(Dataset excerpts)
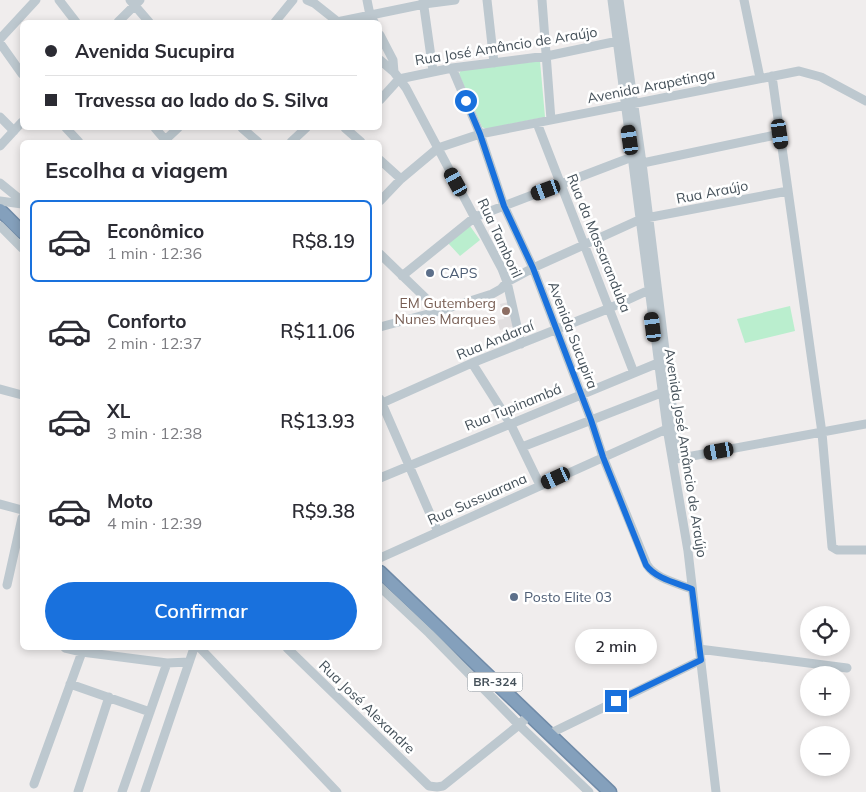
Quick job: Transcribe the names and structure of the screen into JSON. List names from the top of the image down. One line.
{"streets":{"highway":["BR-324"],"street":["Rua José Amâncio de Araújo","Avenida Arapetinga","Rua Araújo","Rua Tamboril","Rua da Massaranduba","Avenida Sucupira","Rua Andaraí","Rua Tupinambá","Avenida José Amâncio de Araújo","Rua Sussuarana","Rua José Alexandre"]},"crossings":[["Rua José Amâncio de Araújo","Rua Tamboril"],["Rua José Amâncio de Araújo","Avenida Sucupira"],["Rua José Amâncio de Araújo","Avenida José Amâncio de Araújo"],["Avenida Arapetinga","Rua Tamboril"],["Avenida Arapetinga","Rua da Massaranduba"],["Avenida Arapetinga","Avenida Sucupira"],["Avenida Arapetinga","Avenida José Amâncio de Araújo"],["Rua Araújo","Rua Tamboril"],["Rua Araújo","Rua da Massaranduba"],["Rua Araújo","Avenida Sucupira"],["Rua Araújo","Avenida José Amâncio de Araújo"],["Rua Tamboril","Rua Andaraí"],["Rua da Massaranduba","Rua Andaraí"],["Rua da Massaranduba","Rua Tupinambá"],["Avenida Sucupira","Rua Andaraí"],["Avenida Sucupira","Rua Tupinambá"],["Avenida Sucupira","Avenida José Amâncio de Araújo"],["Avenida Sucupira","Rua Sussuarana"],["Rua Andaraí","Avenida José Amâncio de Araújo"],["Rua Tupinambá","Avenida José Amâncio de Araújo"],["Avenida José Amâncio de Araújo","Rua Sussuarana"]],"places":["CAPS","EM Gutemberg Nunes Marques","Posto Elite 03"],"page":{"banner":["Avenida Sucupira","Travessa ao lado do S. Silva"],"heading":"Escolha a viagem","list":[{"name":"Econômico","note":"1 min · 12:36","value":"R$8.19"},{"name":"Conforto","note":"2 min · 12:37","value":"R$11.06"},{"name":"XL","note":"3 min · 12:38","value":"R$13.93"},{"name":"Moto","note":"4 min · 12:39","value":"R$9.38"}],"buttons":"Confirmar","map_buttons":["+","−"],"bubble":"2 min"}}
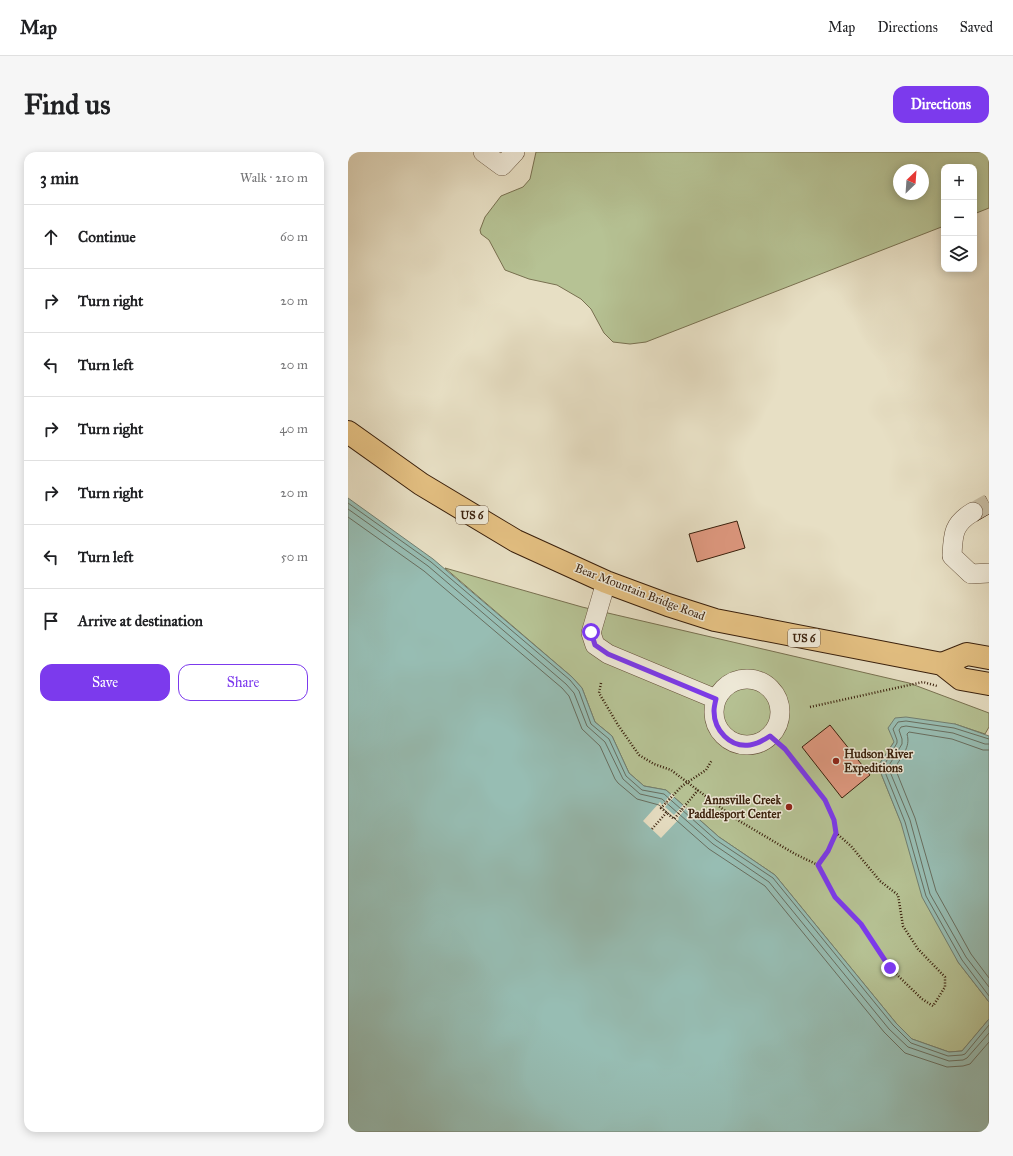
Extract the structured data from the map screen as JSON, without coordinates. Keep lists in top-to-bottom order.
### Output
{
  "streets": {
    "highway": ["US 6", "Bear Mountain Bridge Road"]
  },
  "places": ["Hudson River Expeditions", "Annsville Creek Paddlesport Center"],
  "north": "top right",
  "page": {
    "header": "Map",
    "nav": ["Map", "Directions", "Saved"],
    "buttons": [
      "Directions",
      ["Save", "Share"]
    ],
    "title": "Find us",
    "heading": ["3 min", "Walk · 210 m"],
    "map_buttons": ["+", "−"],
    "list": [
      ["Continue", "60 m"],
      ["Turn right", "20 m"],
      ["Turn left", "20 m"],
      ["Turn right", "40 m"],
      ["Turn right", "20 m"],
      ["Turn left", "50 m"],
      "Arrive at destination"
    ]
  }
}
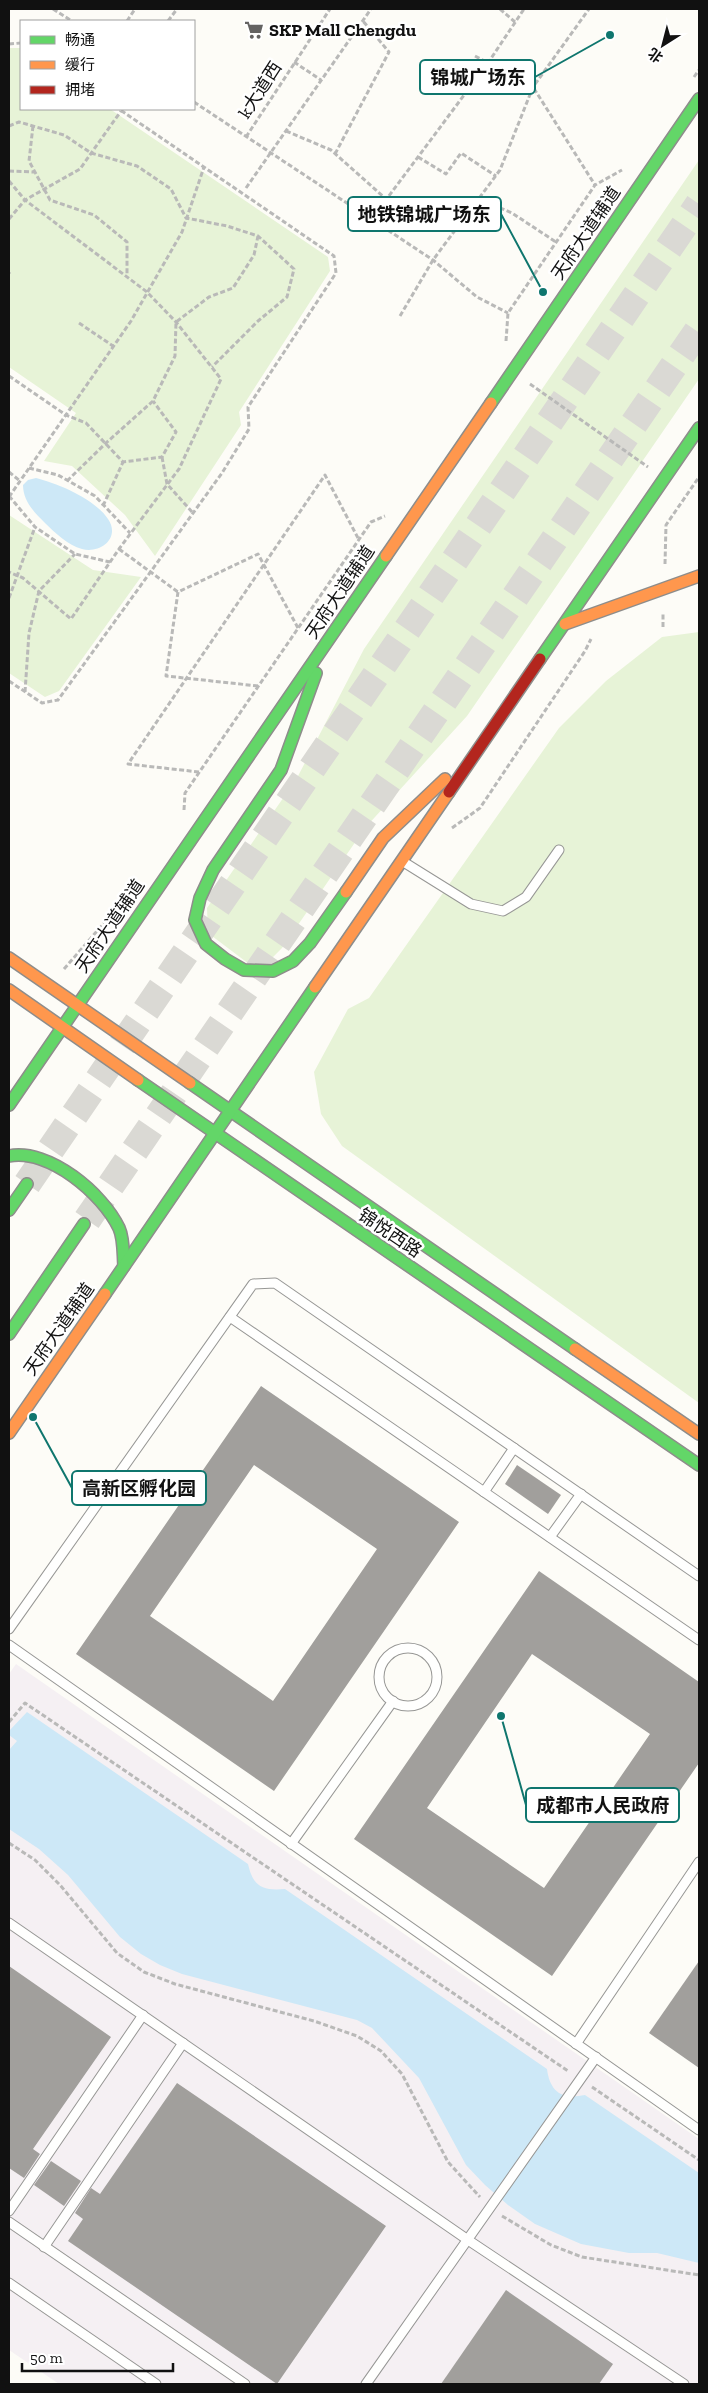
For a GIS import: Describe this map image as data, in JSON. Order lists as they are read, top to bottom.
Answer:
{
  "streets": {
    "street": ["天府大道辅道", "锦悦西路"],
    "path": ["k大道西"]
  },
  "crossings": [
    ["天府大道辅道", "锦悦西路"]
  ],
  "places": {
    "supermarket": ["SKP Mall Chengdu"],
    "other": [
      "锦城广场东",
      "地铁锦城广场东",
      "高新区孵化园",
      "成都市人民政府"
    ]
  },
  "legend": ["畅通", "缓行", "拥堵"],
  "scale_bar": "50 m",
  "north": "bottom left"
}
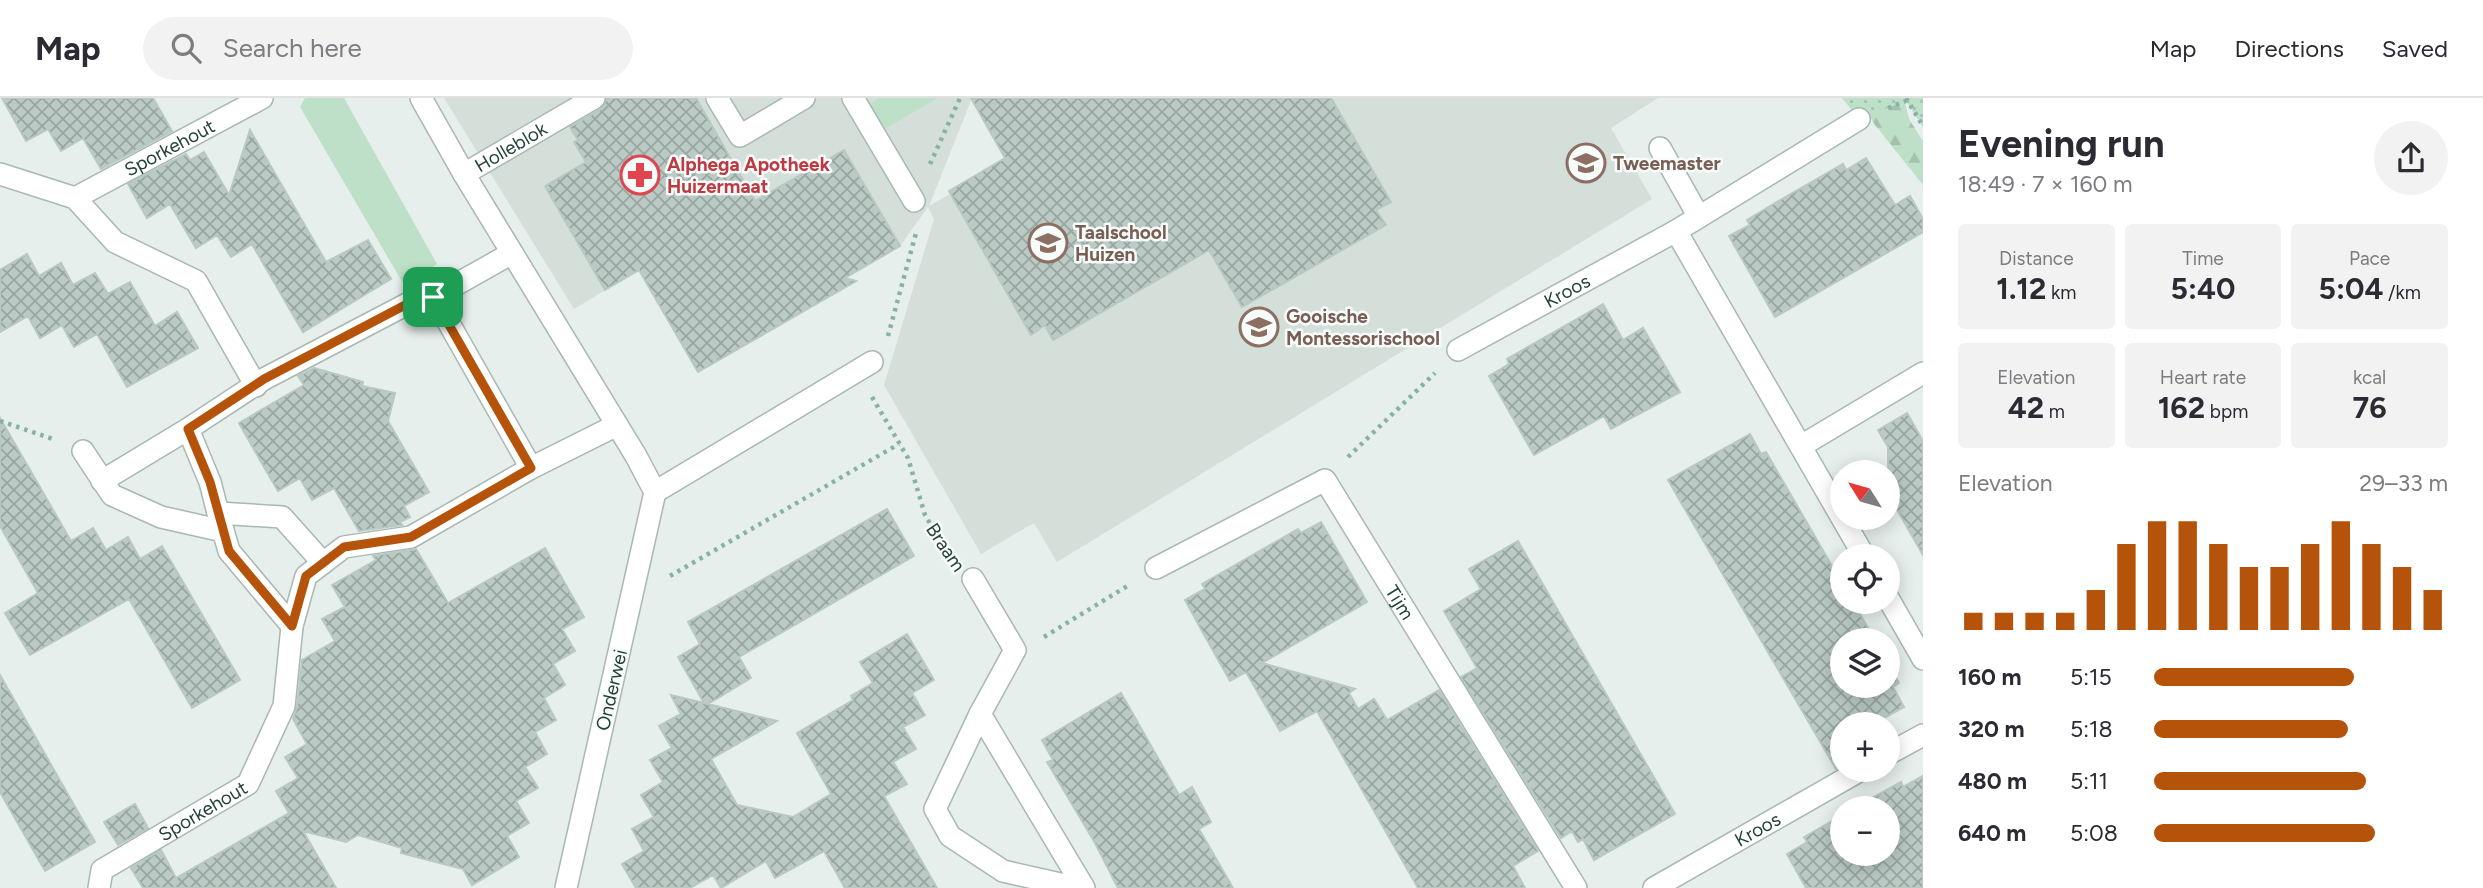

● TASK GOAL: Only lines that contain "bottom" are needed, so copy each of them from the data.

● RESULT:
Extract the structured data from the map screen as JSON, without coordinates. Keep lists in top-to-bottom order.
For a GIS import: Describe this map image as data, in JSON. Order lists as they are read, top to bottom.
  "north": "bottom left"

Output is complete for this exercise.